Exercise goal:
Once the pictures are set aside, reproduce all of the records exactly.

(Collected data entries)
· · · ·
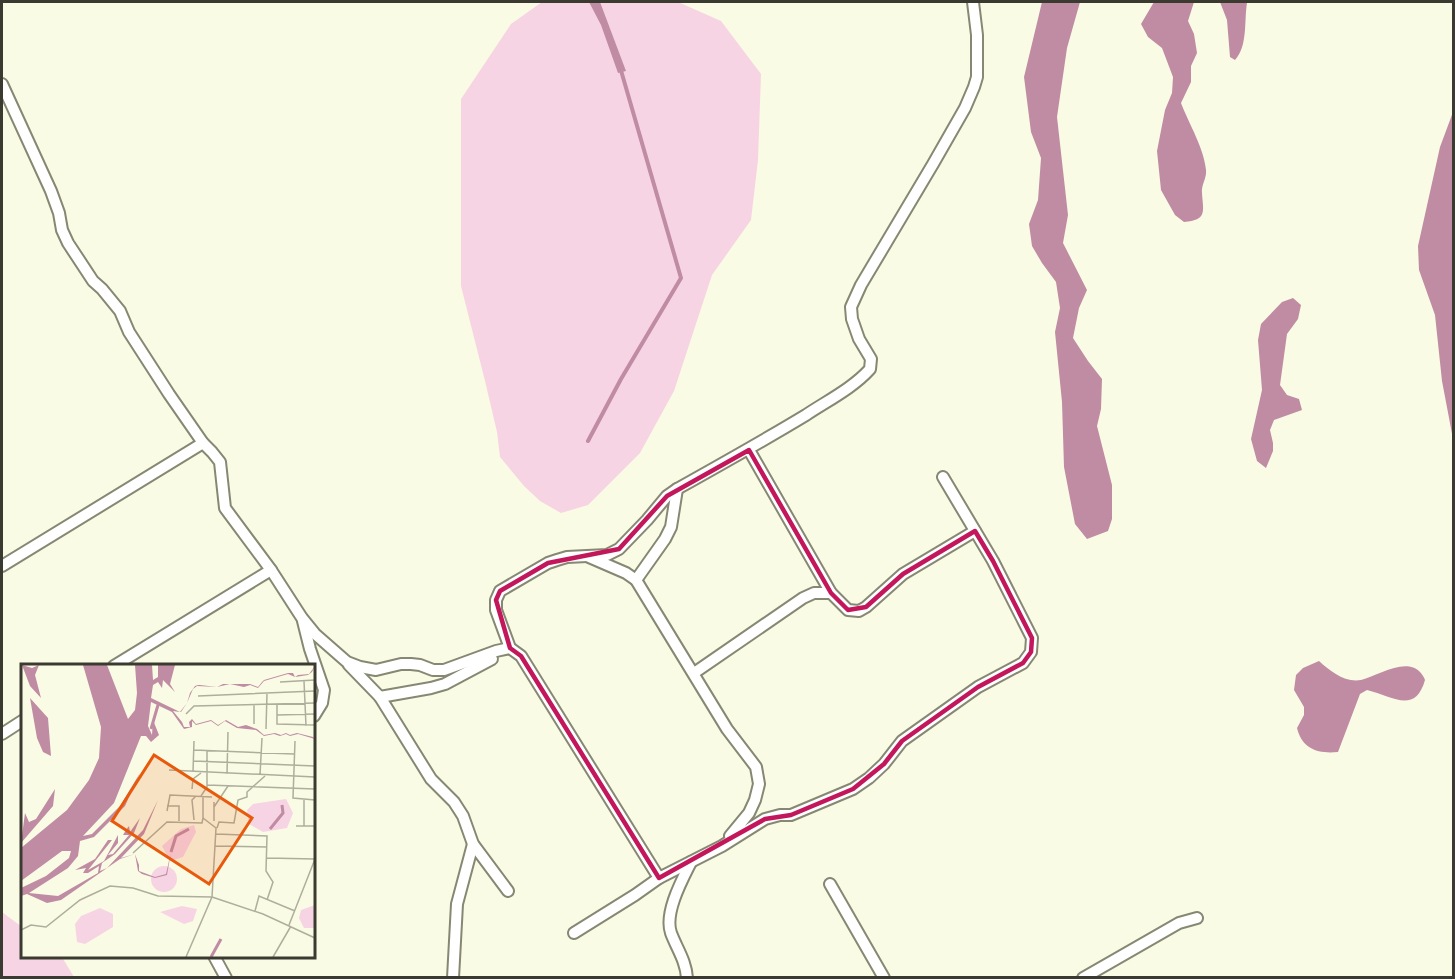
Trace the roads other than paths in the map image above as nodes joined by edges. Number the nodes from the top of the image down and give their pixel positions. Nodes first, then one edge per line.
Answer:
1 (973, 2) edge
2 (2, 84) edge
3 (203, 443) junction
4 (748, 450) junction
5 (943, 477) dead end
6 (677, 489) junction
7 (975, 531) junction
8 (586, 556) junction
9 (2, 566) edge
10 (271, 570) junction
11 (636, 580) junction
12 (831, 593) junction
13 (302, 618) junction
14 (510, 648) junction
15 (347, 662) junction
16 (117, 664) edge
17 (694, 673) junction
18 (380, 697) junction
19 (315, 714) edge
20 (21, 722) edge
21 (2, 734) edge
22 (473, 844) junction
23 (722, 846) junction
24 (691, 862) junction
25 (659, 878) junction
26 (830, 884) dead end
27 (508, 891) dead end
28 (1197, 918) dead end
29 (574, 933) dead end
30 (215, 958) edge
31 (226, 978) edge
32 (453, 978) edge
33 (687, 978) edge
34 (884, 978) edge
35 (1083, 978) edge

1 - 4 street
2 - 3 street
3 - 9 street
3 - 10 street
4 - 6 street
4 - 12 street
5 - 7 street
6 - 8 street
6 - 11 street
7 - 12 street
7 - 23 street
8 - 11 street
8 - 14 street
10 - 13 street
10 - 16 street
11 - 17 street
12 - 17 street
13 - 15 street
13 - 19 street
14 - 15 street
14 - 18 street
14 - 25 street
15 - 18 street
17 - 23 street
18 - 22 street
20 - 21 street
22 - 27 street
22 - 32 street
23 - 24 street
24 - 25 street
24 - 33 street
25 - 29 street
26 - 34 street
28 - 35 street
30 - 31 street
· · · ·
Written answer:
Trace the roads other than paths in the map image above as nodes joined by edges. Number the nodes from the top of the image down and give their pixel positions. Nodes first, then one edge per line.
Answer:
1 (973, 2) edge
2 (2, 84) edge
3 (203, 443) junction
4 (748, 450) junction
5 (943, 477) dead end
6 (677, 489) junction
7 (975, 531) junction
8 (586, 556) junction
9 (2, 566) edge
10 (271, 570) junction
11 (636, 580) junction
12 (831, 593) junction
13 (302, 618) junction
14 (510, 648) junction
15 (347, 662) junction
16 (117, 664) edge
17 (694, 673) junction
18 (380, 697) junction
19 (315, 714) edge
20 (21, 722) edge
21 (2, 734) edge
22 (473, 844) junction
23 (722, 846) junction
24 (691, 862) junction
25 (659, 878) junction
26 (830, 884) dead end
27 (508, 891) dead end
28 (1197, 918) dead end
29 (574, 933) dead end
30 (215, 958) edge
31 (226, 978) edge
32 (453, 978) edge
33 (687, 978) edge
34 (884, 978) edge
35 (1083, 978) edge

1 - 4 street
2 - 3 street
3 - 9 street
3 - 10 street
4 - 6 street
4 - 12 street
5 - 7 street
6 - 8 street
6 - 11 street
7 - 12 street
7 - 23 street
8 - 11 street
8 - 14 street
10 - 13 street
10 - 16 street
11 - 17 street
12 - 17 street
13 - 15 street
13 - 19 street
14 - 15 street
14 - 18 street
14 - 25 street
15 - 18 street
17 - 23 street
18 - 22 street
20 - 21 street
22 - 27 street
22 - 32 street
23 - 24 street
24 - 25 street
24 - 33 street
25 - 29 street
26 - 34 street
28 - 35 street
30 - 31 street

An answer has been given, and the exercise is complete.